Ce pouvoir démesuré n’est pas nouveau dans cette proposition de loi. Nous le dénonçons depuis l’été dernier. La nouveauté du jour est que, en plus de décider des règles qu’il imposera, le CSA décidera aussi des plateformes auxquelles les imposer. Les risques d’abus, notamment contre les plateformes indépendantes et contre le Web libre et décentralisé, sont décuplés.
À ces risques, il faut ajouter celui évoqué plus tôt : si, après la commission mixte paritaire, l’Assemblée nationale parvenait à réintroduire l’obligation de censure en 24h, cette obligation pourrait aussi s’imposer à n’importe quelle plateforme désignée par le CSA, et non plus aux seuls « géants » initialement visés. De quoi détruire n’importe quelle plateforme indépendante d’un battement de cil du CSA.

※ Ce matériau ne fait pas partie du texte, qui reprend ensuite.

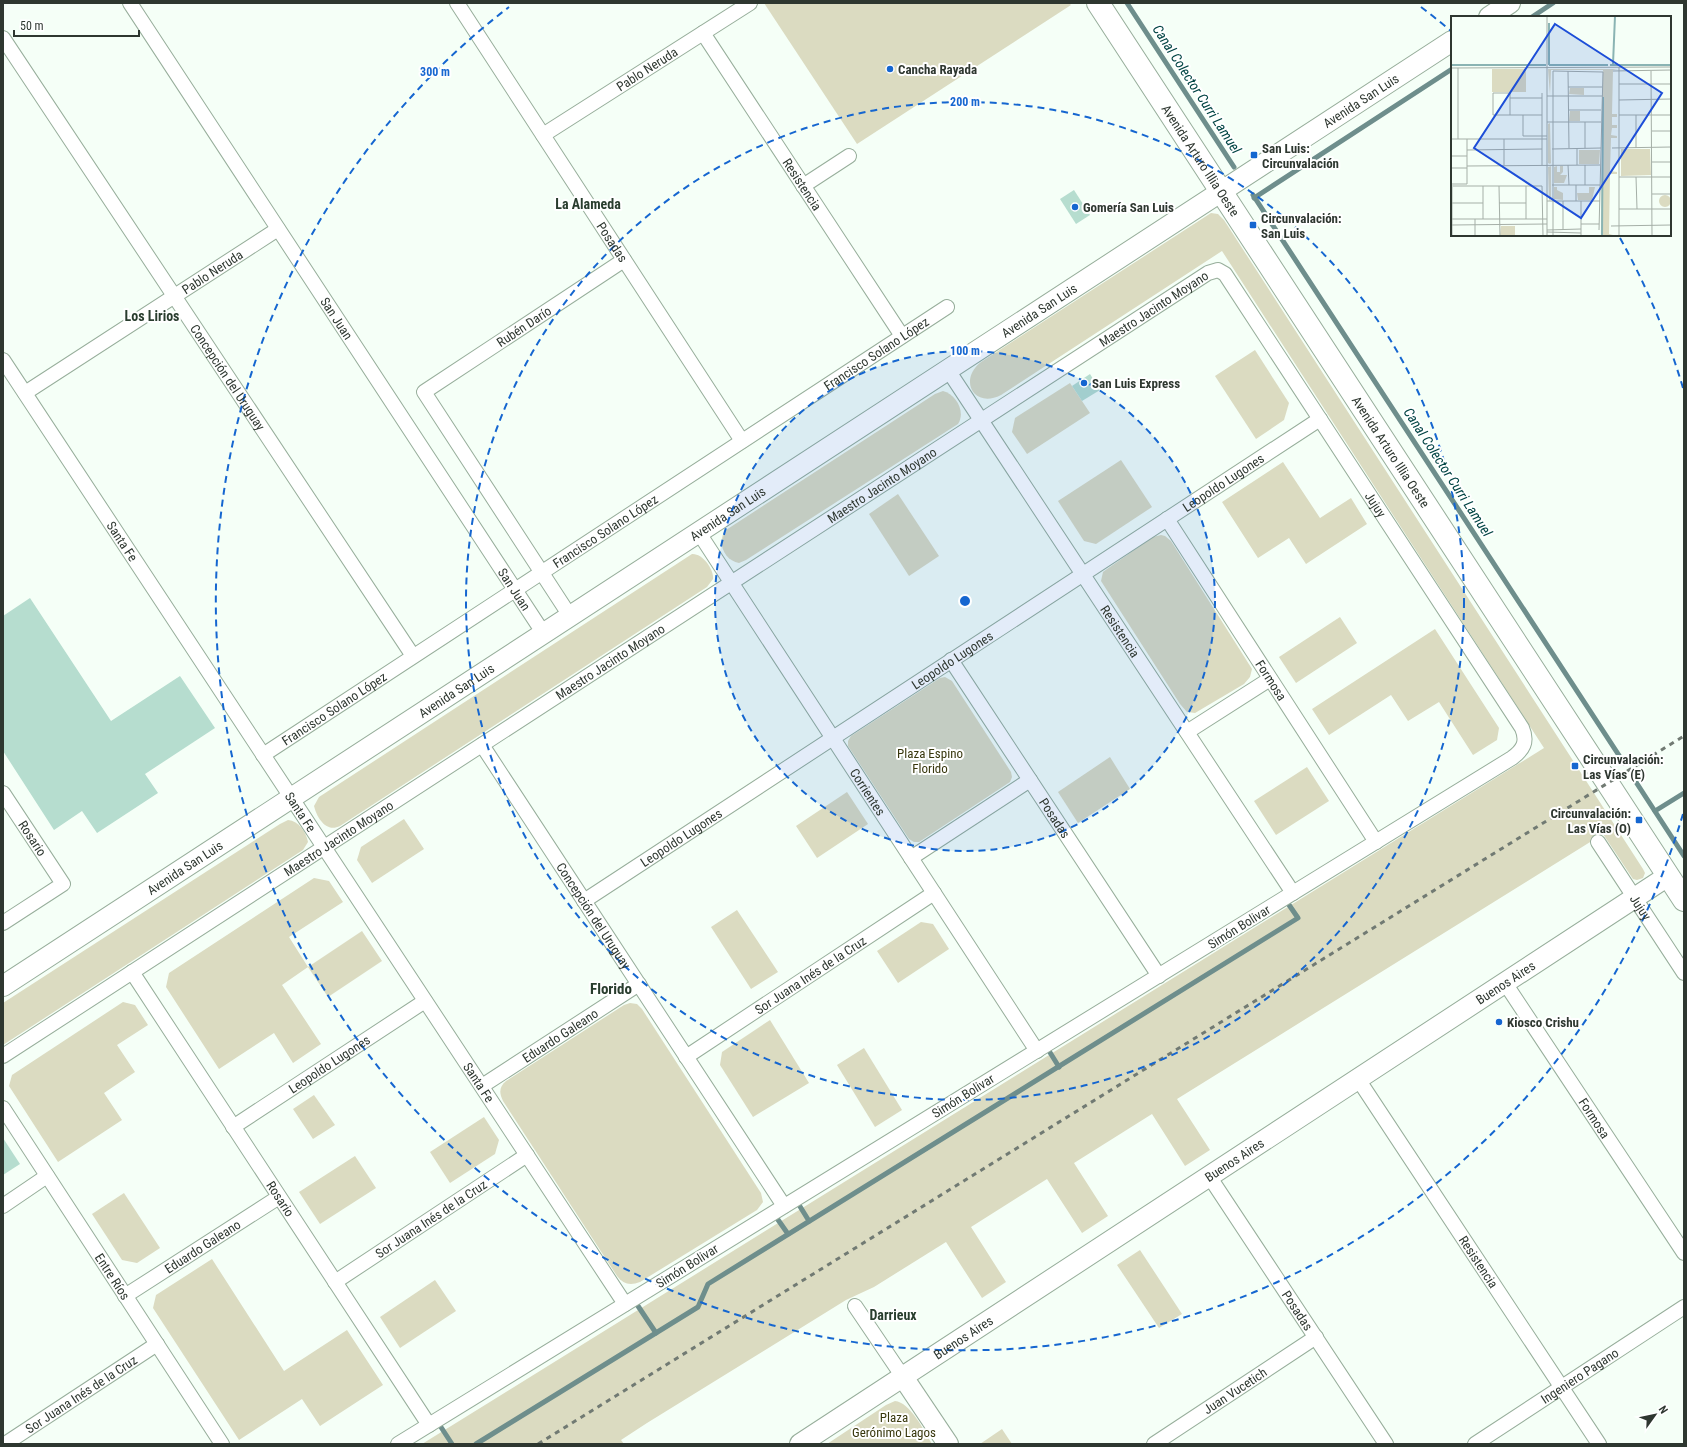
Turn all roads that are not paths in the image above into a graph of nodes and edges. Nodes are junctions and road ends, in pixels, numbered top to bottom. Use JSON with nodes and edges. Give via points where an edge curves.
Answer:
{"nodes":[{"id":1,"x":130,"y":3,"type":"edge"},
{"id":2,"x":457,"y":3,"type":"edge"},
{"id":3,"x":750,"y":3,"type":"edge"},
{"id":4,"x":1098,"y":3,"type":"edge"},
{"id":5,"x":1510,"y":3,"type":"edge"},
{"id":6,"x":1490,"y":16,"type":"edge"},
{"id":7,"x":703,"y":33,"type":"junction"},
{"id":8,"x":3,"y":38,"type":"edge"},
{"id":9,"x":1451,"y":42,"type":"edge"},
{"id":10,"x":543,"y":135,"type":"junction"},
{"id":11,"x":849,"y":156,"type":"dead end"},
{"id":12,"x":803,"y":186,"type":"junction"},
{"id":13,"x":1222,"y":192,"type":"junction"},
{"id":14,"x":278,"y":229,"type":"junction"},
{"id":15,"x":624,"y":260,"type":"junction"},
{"id":16,"x":1218,"y":270,"type":"joint"},
{"id":17,"x":174,"y":296,"type":"junction"},
{"id":18,"x":947,"y":307,"type":"dead end"},
{"id":19,"x":902,"y":336,"type":"junction"},
{"id":20,"x":3,"y":360,"type":"edge"},
{"id":21,"x":948,"y":370,"type":"junction"},
{"id":22,"x":25,"y":393,"type":"junction"},
{"id":23,"x":1320,"y":419,"type":"junction"},
{"id":24,"x":981,"y":420,"type":"junction"},
{"id":25,"x":742,"y":441,"type":"junction"},
{"id":26,"x":1167,"y":519,"type":"junction"},
{"id":27,"x":699,"y":533,"type":"junction"},
{"id":28,"x":542,"y":572,"type":"junction"},
{"id":29,"x":1083,"y":574,"type":"junction"},
{"id":30,"x":732,"y":582,"type":"junction"},
{"id":31,"x":515,"y":590,"type":"junction"},
{"id":32,"x":570,"y":616,"type":"junction"},
{"id":33,"x":544,"y":634,"type":"junction"},
{"id":34,"x":413,"y":656,"type":"junction"},
{"id":35,"x":951,"y":660,"type":"junction"},
{"id":36,"x":1270,"y":679,"type":"junction"},
{"id":37,"x":1187,"y":732,"type":"junction"},
{"id":38,"x":833,"y":738,"type":"junction"},
{"id":39,"x":482,"y":745,"type":"junction"},
{"id":40,"x":1524,"y":745,"type":"joint"},
{"id":41,"x":263,"y":755,"type":"junction"},
{"id":42,"x":1030,"y":780,"type":"junction"},
{"id":43,"x":3,"y":793,"type":"edge"},
{"id":44,"x":292,"y":798,"type":"junction"},
{"id":45,"x":1376,"y":842,"type":"junction"},
{"id":46,"x":1598,"y":842,"type":"dead end"},
{"id":47,"x":324,"y":847,"type":"junction"},
{"id":48,"x":911,"y":858,"type":"junction"},
{"id":49,"x":1668,"y":876,"type":"junction"},
{"id":50,"x":934,"y":893,"type":"junction"},
{"id":51,"x":1293,"y":893,"type":"junction"},
{"id":52,"x":1635,"y":898,"type":"junction"},
{"id":53,"x":1684,"y":900,"type":"edge"},
{"id":54,"x":584,"y":901,"type":"junction"},
{"id":55,"x":3,"y":923,"type":"edge"},
{"id":56,"x":132,"y":972,"type":"junction"},
{"id":57,"x":1684,"y":973,"type":"edge"},
{"id":58,"x":1159,"y":976,"type":"junction"},
{"id":59,"x":1505,"y":983,"type":"junction"},
{"id":60,"x":639,"y":984,"type":"junction"},
{"id":61,"x":3,"y":986,"type":"edge"},
{"id":62,"x":425,"y":1001,"type":"junction"},
{"id":63,"x":1037,"y":1051,"type":"junction"},
{"id":64,"x":3,"y":1056,"type":"edge"},
{"id":65,"x":686,"y":1056,"type":"junction"},
{"id":66,"x":1358,"y":1079,"type":"junction"},
{"id":67,"x":482,"y":1086,"type":"junction"},
{"id":68,"x":3,"y":1108,"type":"edge"},
{"id":69,"x":233,"y":1127,"type":"junction"},
{"id":70,"x":527,"y":1155,"type":"junction"},
{"id":71,"x":47,"y":1176,"type":"junction"},
{"id":72,"x":1209,"y":1176,"type":"junction"},
{"id":73,"x":279,"y":1197,"type":"junction"},
{"id":74,"x":3,"y":1206,"type":"edge"},
{"id":75,"x":784,"y":1206,"type":"junction"},
{"id":76,"x":1684,"y":1253,"type":"edge"},
{"id":77,"x":335,"y":1282,"type":"junction"},
{"id":78,"x":125,"y":1296,"type":"junction"},
{"id":79,"x":625,"y":1304,"type":"junction"},
{"id":80,"x":855,"y":1306,"type":"dead end"},
{"id":81,"x":1684,"y":1307,"type":"edge"},
{"id":82,"x":1316,"y":1337,"type":"junction"},
{"id":83,"x":157,"y":1344,"type":"junction"},
{"id":84,"x":903,"y":1377,"type":"junction"},
{"id":85,"x":1562,"y":1387,"type":"junction"},
{"id":86,"x":429,"y":1426,"type":"junction"},
{"id":87,"x":5,"y":1444,"type":"edge"},
{"id":88,"x":222,"y":1444,"type":"edge"},
{"id":89,"x":398,"y":1444,"type":"edge"},
{"id":90,"x":800,"y":1444,"type":"edge"},
{"id":91,"x":948,"y":1444,"type":"edge"},
{"id":92,"x":1154,"y":1444,"type":"edge"},
{"id":93,"x":1386,"y":1444,"type":"edge"},
{"id":94,"x":1475,"y":1444,"type":"edge"},
{"id":95,"x":1599,"y":1444,"type":"edge"}],
"edges":[{"from":1,"to":14,"type":"street","name":"San Juan"},
{"from":2,"to":10,"type":"street","name":"Posadas"},
{"from":3,"to":7,"type":"street","name":"Pablo Neruda"},
{"from":4,"to":13,"type":"main road","name":"Avenida Arturo Illia Oeste"},
{"from":5,"to":6,"type":"main road"},
{"from":7,"to":10,"type":"street","name":"Pablo Neruda"},
{"from":7,"to":12,"type":"street","name":"Resistencia"},
{"from":8,"to":17,"type":"street","name":"Concepción del Uruguay"},
{"from":9,"to":13,"type":"main road","name":"Avenida San Luis"},
{"from":10,"to":15,"type":"street","name":"Posadas"},
{"from":11,"to":12,"type":"street"},
{"from":12,"to":19,"type":"street","name":"Resistencia"},
{"from":13,"to":21,"type":"main road","name":"Avenida San Luis"},
{"from":13,"to":49,"type":"main road","name":"Avenida Arturo Illia Oeste"},
{"from":14,"to":17,"type":"street","name":"Pablo Neruda"},
{"from":14,"to":31,"type":"street","name":"San Juan"},
{"from":15,"to":25,"type":"street","name":"Posadas"},
{"from":15,"to":28,"type":"street","name":"Rubén Darío","via":[[424,392]]},
{"from":16,"to":23,"type":"street","name":"Jujuy","via":[[1228,277]]},
{"from":16,"to":24,"type":"street","name":"Maestro Jacinto Moyano","via":[[1208,273]]},
{"from":17,"to":22,"type":"street","name":"Pablo Neruda"},
{"from":17,"to":34,"type":"street","name":"Concepción del Uruguay"},
{"from":18,"to":19,"type":"street","name":"Francisco Solano López"},
{"from":19,"to":25,"type":"street","name":"Francisco Solano López"},
{"from":20,"to":22,"type":"street","name":"Santa Fe"},
{"from":21,"to":24,"type":"street","name":"Resistencia"},
{"from":21,"to":27,"type":"main road","name":"Avenida San Luis"},
{"from":22,"to":41,"type":"street","name":"Santa Fe"},
{"from":23,"to":26,"type":"street","name":"Leopoldo Lugones"},
{"from":23,"to":40,"type":"street","name":"Jujuy","via":[[1522,728]]},
{"from":24,"to":29,"type":"street","name":"Resistencia"},
{"from":24,"to":30,"type":"street","name":"Maestro Jacinto Moyano"},
{"from":25,"to":28,"type":"street","name":"Francisco Solano López"},
{"from":26,"to":29,"type":"street","name":"Leopoldo Lugones"},
{"from":26,"to":36,"type":"street","name":"Formosa"},
{"from":27,"to":30,"type":"street","name":"Corrientes"},
{"from":27,"to":32,"type":"main road","name":"Avenida San Luis"},
{"from":28,"to":31,"type":"street","name":"Francisco Solano López"},
{"from":28,"to":32,"type":"street"},
{"from":29,"to":35,"type":"street","name":"Leopoldo Lugones"},
{"from":29,"to":37,"type":"street","name":"Resistencia"},
{"from":30,"to":38,"type":"street","name":"Corrientes"},
{"from":30,"to":39,"type":"street","name":"Maestro Jacinto Moyano"},
{"from":31,"to":33,"type":"street","name":"San Juan"},
{"from":31,"to":34,"type":"street","name":"Francisco Solano López"},
{"from":32,"to":33,"type":"main road","name":"Avenida San Luis"},
{"from":33,"to":44,"type":"main road","name":"Avenida San Luis"},
{"from":34,"to":41,"type":"street","name":"Francisco Solano López"},
{"from":35,"to":38,"type":"street","name":"Leopoldo Lugones"},
{"from":35,"to":42,"type":"street","name":"Posadas"},
{"from":36,"to":37,"type":"street"},
{"from":36,"to":45,"type":"street","name":"Formosa"},
{"from":37,"to":51,"type":"street","name":"Resistencia"},
{"from":38,"to":48,"type":"street","name":"Corrientes"},
{"from":38,"to":54,"type":"street","name":"Leopoldo Lugones"},
{"from":39,"to":47,"type":"street","name":"Maestro Jacinto Moyano"},
{"from":39,"to":54,"type":"street","name":"Concepción del Uruguay"},
{"from":40,"to":45,"type":"street","name":"Simón Bolivar","via":[[1512,758]]},
{"from":41,"to":44,"type":"street","name":"Santa Fe"},
{"from":42,"to":48,"type":"street"},
{"from":42,"to":58,"type":"street","name":"Posadas"},
{"from":43,"to":55,"type":"street","name":"Rosario","via":[[62,884]]},
{"from":44,"to":47,"type":"street","name":"Santa Fe"},
{"from":44,"to":61,"type":"main road","name":"Avenida San Luis"},
{"from":45,"to":51,"type":"street","name":"Simón Bolivar"},
{"from":46,"to":52,"type":"street","name":"Jujuy"},
{"from":47,"to":56,"type":"street","name":"Maestro Jacinto Moyano"},
{"from":47,"to":62,"type":"street","name":"Santa Fe"},
{"from":48,"to":50,"type":"street","name":"Corrientes"},
{"from":49,"to":52,"type":"main road","name":"Buenos Aires"},
{"from":49,"to":53,"type":"main road","name":"Avenida Arturo Illia Oeste"},
{"from":50,"to":63,"type":"street","name":"Corrientes"},
{"from":50,"to":65,"type":"street","name":"Sor Juana Inés de la Cruz"},
{"from":51,"to":58,"type":"street","name":"Simón Bolivar"},
{"from":52,"to":57,"type":"street","name":"Jujuy"},
{"from":52,"to":59,"type":"main road","name":"Buenos Aires"},
{"from":54,"to":60,"type":"street","name":"Concepción del Uruguay"},
{"from":56,"to":64,"type":"street","name":"Maestro Jacinto Moyano"},
{"from":56,"to":69,"type":"street","name":"Rosario"},
{"from":58,"to":63,"type":"street","name":"Simón Bolivar"},
{"from":59,"to":66,"type":"main road","name":"Buenos Aires"},
{"from":59,"to":76,"type":"street","name":"Formosa"},
{"from":60,"to":65,"type":"street","name":"Concepción del Uruguay"},
{"from":60,"to":67,"type":"street","name":"Eduardo Galeano"},
{"from":62,"to":67,"type":"street","name":"Santa Fe"},
{"from":62,"to":69,"type":"street","name":"Leopoldo Lugones"},
{"from":63,"to":75,"type":"street","name":"Simón Bolivar"},
{"from":65,"to":75,"type":"street","name":"Concepción del Uruguay"},
{"from":66,"to":72,"type":"main road","name":"Buenos Aires"},
{"from":66,"to":85,"type":"street","name":"Resistencia"},
{"from":67,"to":70,"type":"street","name":"Santa Fe"},
{"from":68,"to":71,"type":"street","name":"Entre Ríos"},
{"from":69,"to":73,"type":"street","name":"Rosario"},
{"from":70,"to":77,"type":"street","name":"Sor Juana Inés de la Cruz"},
{"from":70,"to":79,"type":"street","name":"Santa Fe"},
{"from":71,"to":74,"type":"street"},
{"from":71,"to":78,"type":"street","name":"Entre Ríos"},
{"from":72,"to":82,"type":"street","name":"Posadas"},
{"from":72,"to":84,"type":"main road","name":"Buenos Aires"},
{"from":73,"to":77,"type":"street","name":"Rosario"},
{"from":73,"to":78,"type":"street","name":"Eduardo Galeano"},
{"from":75,"to":79,"type":"street","name":"Simón Bolivar"},
{"from":77,"to":86,"type":"street","name":"Rosario"},
{"from":78,"to":83,"type":"street","name":"Entre Ríos"},
{"from":79,"to":86,"type":"street","name":"Simón Bolivar"},
{"from":80,"to":84,"type":"street"},
{"from":81,"to":85,"type":"street","name":"Ingeniero Pagano"},
{"from":82,"to":92,"type":"street","name":"Juan Vucetich"},
{"from":82,"to":93,"type":"street","name":"Posadas"},
{"from":83,"to":87,"type":"street","name":"Sor Juana Inés de la Cruz"},
{"from":83,"to":88,"type":"street","name":"Entre Ríos"},
{"from":84,"to":90,"type":"main road","name":"Buenos Aires"},
{"from":84,"to":91,"type":"main road"},
{"from":85,"to":94,"type":"street","name":"Ingeniero Pagano"},
{"from":85,"to":95,"type":"street","name":"Resistencia"},
{"from":86,"to":89,"type":"street","name":"Simón Bolivar"}]}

Toutes ces raisons exigent que le Sénat rejette l’ensemble de cette proposition de loi. Comme nous l’avons déjà dit aux côtés de nombreuses institutions et associations, si la lutte contre la haine est un enjeu majeur, il devra être traité dans un autre texte, par une approche radicalement différente de celle proposée par Mme Avia.